Before starting the walk, we can visit the exhibition at the Jews’ Gate Field Study Centre, which is run by the Gibraltar Ornithological and Natural History Society (GONHS). Here, we can appreciate the diversity and abundance of wildlife found within the Upper Rock Nature Reserve.
The walk starts alongside the Centre, leading south through some dense maquis, which gradually opens out into a beautiful garrigue, from which the walker is afforded a spectacular view of North Africa across the Strait. Here on the south-facing view of North Africa slope the Esparto Grass, Asphodels, Paper White Narcissus and a wealth of other flora comprise a beautiful habitat that is practically unique within Gibraltar. It is also here that we begin to notice many individuals of the Dwarf Fan Palm, a plant that quickly becomes a dominant feature of this walk.
From here, we continue along a narrow path that borders along the edge of cliffs, where we may be lucky enough to observe the resident pair of Peregrine Falcons that nests here. The melodious song of the Blue Rock Thrush frequently echoes along these cliffs during the springtime, and this species can be observed in this area throughout the whole year. It is here that we begin to appreciate the silence and serenity that this path has to offer, and the cries of the Yellow-legged Gulls are frequently all that can be heard. These birds may mob walkers during the nesting season, but they are harmless, and will do no more than swoop over the unwary visitors’ heads.
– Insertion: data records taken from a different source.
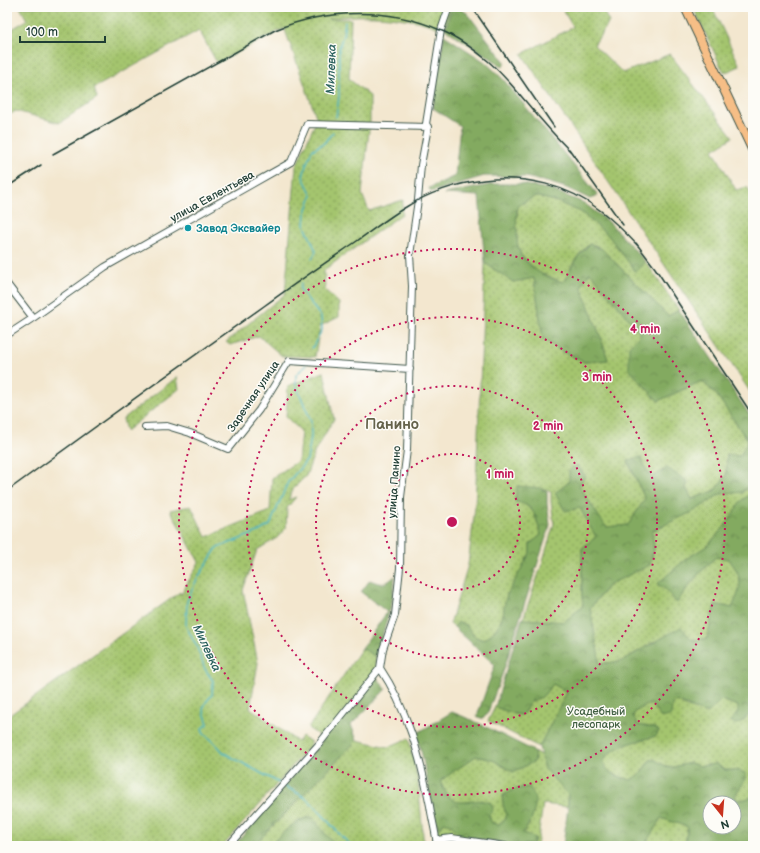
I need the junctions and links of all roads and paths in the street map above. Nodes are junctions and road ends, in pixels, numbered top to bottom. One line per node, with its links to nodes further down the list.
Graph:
1 (449, 7): 3 (street, улица Панино)
2 (685, 7): 4 (main road)
3 (428, 126): 6 (street, улица Евлентьева); 8 (street, улица Панино)
4 (753, 150)
5 (7, 284): 6 (street)
6 (33, 318): 7 (street, улица Евлентьева)
7 (7, 335)
8 (410, 369): 9 (street, Заречная улица); 10 (street, улица Панино)
9 (145, 427)
10 (380, 668): 11 (street); 12 (street, улица Панино)
11 (437, 843): 13 (street)
12 (228, 846)
13 (505, 846)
Some maritime plants grow around this cave, and these include the Gibraltar Sea Lavender, the only site within the Nature Reserve where this species may be observed. Barbary Partridges may startle the walker as they explode into flight at his or her feet; these birds may be encountered throughout the entire course of the walk.
Retracing our way, we begin to ascend a steep flight of steps that leads to the Goat’ Hair Twin Caves; two caves that lie directly to the left of the path. Excavations during the 1970s in one of these caves unearthed artefacts that indicate that prehistoric man had once inhabited them. It is amazing to consider that these caves, like Martin’s Cave, were once at sea level. The view from the entrance from these caves is breathtaking, taking in the Mediterranean Sea, Europa Point lighthouse, and the Spanish enclave of Ceuta and Morocco on the side of the Strait.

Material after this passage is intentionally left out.